■ **Material provided**:

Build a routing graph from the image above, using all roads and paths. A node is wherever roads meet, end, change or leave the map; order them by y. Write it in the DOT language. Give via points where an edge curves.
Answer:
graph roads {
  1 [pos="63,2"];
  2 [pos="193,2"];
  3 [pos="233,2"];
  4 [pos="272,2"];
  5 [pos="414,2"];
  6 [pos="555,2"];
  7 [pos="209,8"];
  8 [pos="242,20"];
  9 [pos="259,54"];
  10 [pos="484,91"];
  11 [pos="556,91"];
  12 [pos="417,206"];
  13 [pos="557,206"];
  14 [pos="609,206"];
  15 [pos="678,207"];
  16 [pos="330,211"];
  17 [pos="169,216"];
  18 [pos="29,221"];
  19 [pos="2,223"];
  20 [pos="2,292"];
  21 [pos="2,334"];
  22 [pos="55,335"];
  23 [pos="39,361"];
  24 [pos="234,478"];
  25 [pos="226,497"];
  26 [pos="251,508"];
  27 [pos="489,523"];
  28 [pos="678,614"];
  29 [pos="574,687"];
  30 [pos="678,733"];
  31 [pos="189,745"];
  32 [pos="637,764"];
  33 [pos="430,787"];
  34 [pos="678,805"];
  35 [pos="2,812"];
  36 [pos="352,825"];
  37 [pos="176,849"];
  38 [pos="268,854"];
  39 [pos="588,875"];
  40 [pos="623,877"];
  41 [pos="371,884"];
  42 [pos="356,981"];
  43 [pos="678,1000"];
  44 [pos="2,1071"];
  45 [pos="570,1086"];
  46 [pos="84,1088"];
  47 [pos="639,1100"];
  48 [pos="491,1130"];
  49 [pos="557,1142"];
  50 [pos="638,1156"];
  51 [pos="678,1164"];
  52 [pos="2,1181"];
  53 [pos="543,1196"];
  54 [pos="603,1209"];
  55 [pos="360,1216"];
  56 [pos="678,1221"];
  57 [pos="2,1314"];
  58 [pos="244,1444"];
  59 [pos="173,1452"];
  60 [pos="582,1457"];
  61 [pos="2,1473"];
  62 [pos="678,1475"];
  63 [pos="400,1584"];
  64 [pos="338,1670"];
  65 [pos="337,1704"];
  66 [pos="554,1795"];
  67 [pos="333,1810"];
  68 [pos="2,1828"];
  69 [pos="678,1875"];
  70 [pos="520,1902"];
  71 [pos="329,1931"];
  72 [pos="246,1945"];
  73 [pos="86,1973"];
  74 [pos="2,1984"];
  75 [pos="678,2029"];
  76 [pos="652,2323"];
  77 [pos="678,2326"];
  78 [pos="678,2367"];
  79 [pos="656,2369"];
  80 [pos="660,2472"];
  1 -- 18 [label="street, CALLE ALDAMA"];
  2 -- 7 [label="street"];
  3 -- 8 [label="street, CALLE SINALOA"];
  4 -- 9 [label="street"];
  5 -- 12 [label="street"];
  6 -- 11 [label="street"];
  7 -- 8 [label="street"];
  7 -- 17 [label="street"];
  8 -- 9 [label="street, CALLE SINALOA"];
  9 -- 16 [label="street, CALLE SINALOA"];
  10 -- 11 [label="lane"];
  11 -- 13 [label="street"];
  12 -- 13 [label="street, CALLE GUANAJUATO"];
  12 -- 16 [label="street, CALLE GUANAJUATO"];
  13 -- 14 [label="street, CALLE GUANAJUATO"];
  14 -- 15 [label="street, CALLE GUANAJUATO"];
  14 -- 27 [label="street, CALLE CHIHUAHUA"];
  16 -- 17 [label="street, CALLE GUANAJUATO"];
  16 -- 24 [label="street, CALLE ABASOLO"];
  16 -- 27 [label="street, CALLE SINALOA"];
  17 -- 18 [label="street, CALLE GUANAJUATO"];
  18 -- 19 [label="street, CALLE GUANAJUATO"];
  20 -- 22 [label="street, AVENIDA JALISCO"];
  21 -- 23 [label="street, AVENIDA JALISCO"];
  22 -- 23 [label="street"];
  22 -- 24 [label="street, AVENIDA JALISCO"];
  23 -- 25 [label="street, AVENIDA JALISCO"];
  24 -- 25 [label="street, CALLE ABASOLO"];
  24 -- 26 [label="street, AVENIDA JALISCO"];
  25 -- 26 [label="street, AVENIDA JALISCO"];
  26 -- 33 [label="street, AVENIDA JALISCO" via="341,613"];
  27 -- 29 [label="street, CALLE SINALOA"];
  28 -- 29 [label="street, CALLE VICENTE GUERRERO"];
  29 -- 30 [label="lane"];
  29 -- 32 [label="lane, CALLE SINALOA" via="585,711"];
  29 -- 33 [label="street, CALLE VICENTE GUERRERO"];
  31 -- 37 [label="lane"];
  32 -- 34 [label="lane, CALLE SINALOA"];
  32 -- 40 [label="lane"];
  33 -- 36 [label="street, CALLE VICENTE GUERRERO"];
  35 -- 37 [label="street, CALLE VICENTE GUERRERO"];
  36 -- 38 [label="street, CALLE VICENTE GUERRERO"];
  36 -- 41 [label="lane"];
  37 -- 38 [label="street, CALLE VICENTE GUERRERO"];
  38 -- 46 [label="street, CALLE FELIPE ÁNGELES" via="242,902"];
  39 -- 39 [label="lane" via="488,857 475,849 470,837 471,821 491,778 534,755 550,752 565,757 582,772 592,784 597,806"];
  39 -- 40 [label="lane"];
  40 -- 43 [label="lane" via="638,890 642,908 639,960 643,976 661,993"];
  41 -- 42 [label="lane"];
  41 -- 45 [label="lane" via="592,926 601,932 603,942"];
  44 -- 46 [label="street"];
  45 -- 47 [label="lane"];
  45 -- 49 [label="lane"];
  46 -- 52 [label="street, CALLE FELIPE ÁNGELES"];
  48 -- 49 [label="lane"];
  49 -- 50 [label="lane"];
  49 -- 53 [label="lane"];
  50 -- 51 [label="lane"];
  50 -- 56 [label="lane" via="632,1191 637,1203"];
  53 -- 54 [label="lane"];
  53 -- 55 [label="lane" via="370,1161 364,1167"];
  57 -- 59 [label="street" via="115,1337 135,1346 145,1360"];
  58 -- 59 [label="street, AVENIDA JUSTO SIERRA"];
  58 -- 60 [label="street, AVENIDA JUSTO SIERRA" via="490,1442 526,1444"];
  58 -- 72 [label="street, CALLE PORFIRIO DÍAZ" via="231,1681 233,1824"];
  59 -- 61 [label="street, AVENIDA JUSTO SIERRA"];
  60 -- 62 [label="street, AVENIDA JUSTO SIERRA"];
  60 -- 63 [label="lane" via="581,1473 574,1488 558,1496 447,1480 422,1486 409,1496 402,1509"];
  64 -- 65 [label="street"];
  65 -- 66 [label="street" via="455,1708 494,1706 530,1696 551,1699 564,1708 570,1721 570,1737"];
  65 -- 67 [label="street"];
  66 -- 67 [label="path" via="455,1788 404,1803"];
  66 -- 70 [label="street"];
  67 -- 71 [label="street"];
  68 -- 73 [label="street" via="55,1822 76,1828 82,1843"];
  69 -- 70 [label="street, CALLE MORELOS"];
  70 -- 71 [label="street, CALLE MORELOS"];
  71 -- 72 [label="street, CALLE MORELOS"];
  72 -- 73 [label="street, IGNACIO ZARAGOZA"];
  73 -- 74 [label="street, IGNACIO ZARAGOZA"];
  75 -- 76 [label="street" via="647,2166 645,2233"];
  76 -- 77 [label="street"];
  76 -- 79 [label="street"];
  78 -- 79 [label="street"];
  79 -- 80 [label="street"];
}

■ **Description of the task**:
Each entry must be reproduced verbatim.

■ **Output of the task**:
Build a routing graph from the image above, using all roads and paths. A node is wherever roads meet, end, change or leave the map; order them by y. Write it in the DOT language. Give via points where an edge curves.
Answer:
graph roads {
  1 [pos="63,2"];
  2 [pos="193,2"];
  3 [pos="233,2"];
  4 [pos="272,2"];
  5 [pos="414,2"];
  6 [pos="555,2"];
  7 [pos="209,8"];
  8 [pos="242,20"];
  9 [pos="259,54"];
  10 [pos="484,91"];
  11 [pos="556,91"];
  12 [pos="417,206"];
  13 [pos="557,206"];
  14 [pos="609,206"];
  15 [pos="678,207"];
  16 [pos="330,211"];
  17 [pos="169,216"];
  18 [pos="29,221"];
  19 [pos="2,223"];
  20 [pos="2,292"];
  21 [pos="2,334"];
  22 [pos="55,335"];
  23 [pos="39,361"];
  24 [pos="234,478"];
  25 [pos="226,497"];
  26 [pos="251,508"];
  27 [pos="489,523"];
  28 [pos="678,614"];
  29 [pos="574,687"];
  30 [pos="678,733"];
  31 [pos="189,745"];
  32 [pos="637,764"];
  33 [pos="430,787"];
  34 [pos="678,805"];
  35 [pos="2,812"];
  36 [pos="352,825"];
  37 [pos="176,849"];
  38 [pos="268,854"];
  39 [pos="588,875"];
  40 [pos="623,877"];
  41 [pos="371,884"];
  42 [pos="356,981"];
  43 [pos="678,1000"];
  44 [pos="2,1071"];
  45 [pos="570,1086"];
  46 [pos="84,1088"];
  47 [pos="639,1100"];
  48 [pos="491,1130"];
  49 [pos="557,1142"];
  50 [pos="638,1156"];
  51 [pos="678,1164"];
  52 [pos="2,1181"];
  53 [pos="543,1196"];
  54 [pos="603,1209"];
  55 [pos="360,1216"];
  56 [pos="678,1221"];
  57 [pos="2,1314"];
  58 [pos="244,1444"];
  59 [pos="173,1452"];
  60 [pos="582,1457"];
  61 [pos="2,1473"];
  62 [pos="678,1475"];
  63 [pos="400,1584"];
  64 [pos="338,1670"];
  65 [pos="337,1704"];
  66 [pos="554,1795"];
  67 [pos="333,1810"];
  68 [pos="2,1828"];
  69 [pos="678,1875"];
  70 [pos="520,1902"];
  71 [pos="329,1931"];
  72 [pos="246,1945"];
  73 [pos="86,1973"];
  74 [pos="2,1984"];
  75 [pos="678,2029"];
  76 [pos="652,2323"];
  77 [pos="678,2326"];
  78 [pos="678,2367"];
  79 [pos="656,2369"];
  80 [pos="660,2472"];
  1 -- 18 [label="street, CALLE ALDAMA"];
  2 -- 7 [label="street"];
  3 -- 8 [label="street, CALLE SINALOA"];
  4 -- 9 [label="street"];
  5 -- 12 [label="street"];
  6 -- 11 [label="street"];
  7 -- 8 [label="street"];
  7 -- 17 [label="street"];
  8 -- 9 [label="street, CALLE SINALOA"];
  9 -- 16 [label="street, CALLE SINALOA"];
  10 -- 11 [label="lane"];
  11 -- 13 [label="street"];
  12 -- 13 [label="street, CALLE GUANAJUATO"];
  12 -- 16 [label="street, CALLE GUANAJUATO"];
  13 -- 14 [label="street, CALLE GUANAJUATO"];
  14 -- 15 [label="street, CALLE GUANAJUATO"];
  14 -- 27 [label="street, CALLE CHIHUAHUA"];
  16 -- 17 [label="street, CALLE GUANAJUATO"];
  16 -- 24 [label="street, CALLE ABASOLO"];
  16 -- 27 [label="street, CALLE SINALOA"];
  17 -- 18 [label="street, CALLE GUANAJUATO"];
  18 -- 19 [label="street, CALLE GUANAJUATO"];
  20 -- 22 [label="street, AVENIDA JALISCO"];
  21 -- 23 [label="street, AVENIDA JALISCO"];
  22 -- 23 [label="street"];
  22 -- 24 [label="street, AVENIDA JALISCO"];
  23 -- 25 [label="street, AVENIDA JALISCO"];
  24 -- 25 [label="street, CALLE ABASOLO"];
  24 -- 26 [label="street, AVENIDA JALISCO"];
  25 -- 26 [label="street, AVENIDA JALISCO"];
  26 -- 33 [label="street, AVENIDA JALISCO" via="341,613"];
  27 -- 29 [label="street, CALLE SINALOA"];
  28 -- 29 [label="street, CALLE VICENTE GUERRERO"];
  29 -- 30 [label="lane"];
  29 -- 32 [label="lane, CALLE SINALOA" via="585,711"];
  29 -- 33 [label="street, CALLE VICENTE GUERRERO"];
  31 -- 37 [label="lane"];
  32 -- 34 [label="lane, CALLE SINALOA"];
  32 -- 40 [label="lane"];
  33 -- 36 [label="street, CALLE VICENTE GUERRERO"];
  35 -- 37 [label="street, CALLE VICENTE GUERRERO"];
  36 -- 38 [label="street, CALLE VICENTE GUERRERO"];
  36 -- 41 [label="lane"];
  37 -- 38 [label="street, CALLE VICENTE GUERRERO"];
  38 -- 46 [label="street, CALLE FELIPE ÁNGELES" via="242,902"];
  39 -- 39 [label="lane" via="488,857 475,849 470,837 471,821 491,778 534,755 550,752 565,757 582,772 592,784 597,806"];
  39 -- 40 [label="lane"];
  40 -- 43 [label="lane" via="638,890 642,908 639,960 643,976 661,993"];
  41 -- 42 [label="lane"];
  41 -- 45 [label="lane" via="592,926 601,932 603,942"];
  44 -- 46 [label="street"];
  45 -- 47 [label="lane"];
  45 -- 49 [label="lane"];
  46 -- 52 [label="street, CALLE FELIPE ÁNGELES"];
  48 -- 49 [label="lane"];
  49 -- 50 [label="lane"];
  49 -- 53 [label="lane"];
  50 -- 51 [label="lane"];
  50 -- 56 [label="lane" via="632,1191 637,1203"];
  53 -- 54 [label="lane"];
  53 -- 55 [label="lane" via="370,1161 364,1167"];
  57 -- 59 [label="street" via="115,1337 135,1346 145,1360"];
  58 -- 59 [label="street, AVENIDA JUSTO SIERRA"];
  58 -- 60 [label="street, AVENIDA JUSTO SIERRA" via="490,1442 526,1444"];
  58 -- 72 [label="street, CALLE PORFIRIO DÍAZ" via="231,1681 233,1824"];
  59 -- 61 [label="street, AVENIDA JUSTO SIERRA"];
  60 -- 62 [label="street, AVENIDA JUSTO SIERRA"];
  60 -- 63 [label="lane" via="581,1473 574,1488 558,1496 447,1480 422,1486 409,1496 402,1509"];
  64 -- 65 [label="street"];
  65 -- 66 [label="street" via="455,1708 494,1706 530,1696 551,1699 564,1708 570,1721 570,1737"];
  65 -- 67 [label="street"];
  66 -- 67 [label="path" via="455,1788 404,1803"];
  66 -- 70 [label="street"];
  67 -- 71 [label="street"];
  68 -- 73 [label="street" via="55,1822 76,1828 82,1843"];
  69 -- 70 [label="street, CALLE MORELOS"];
  70 -- 71 [label="street, CALLE MORELOS"];
  71 -- 72 [label="street, CALLE MORELOS"];
  72 -- 73 [label="street, IGNACIO ZARAGOZA"];
  73 -- 74 [label="street, IGNACIO ZARAGOZA"];
  75 -- 76 [label="street" via="647,2166 645,2233"];
  76 -- 77 [label="street"];
  76 -- 79 [label="street"];
  78 -- 79 [label="street"];
  79 -- 80 [label="street"];
}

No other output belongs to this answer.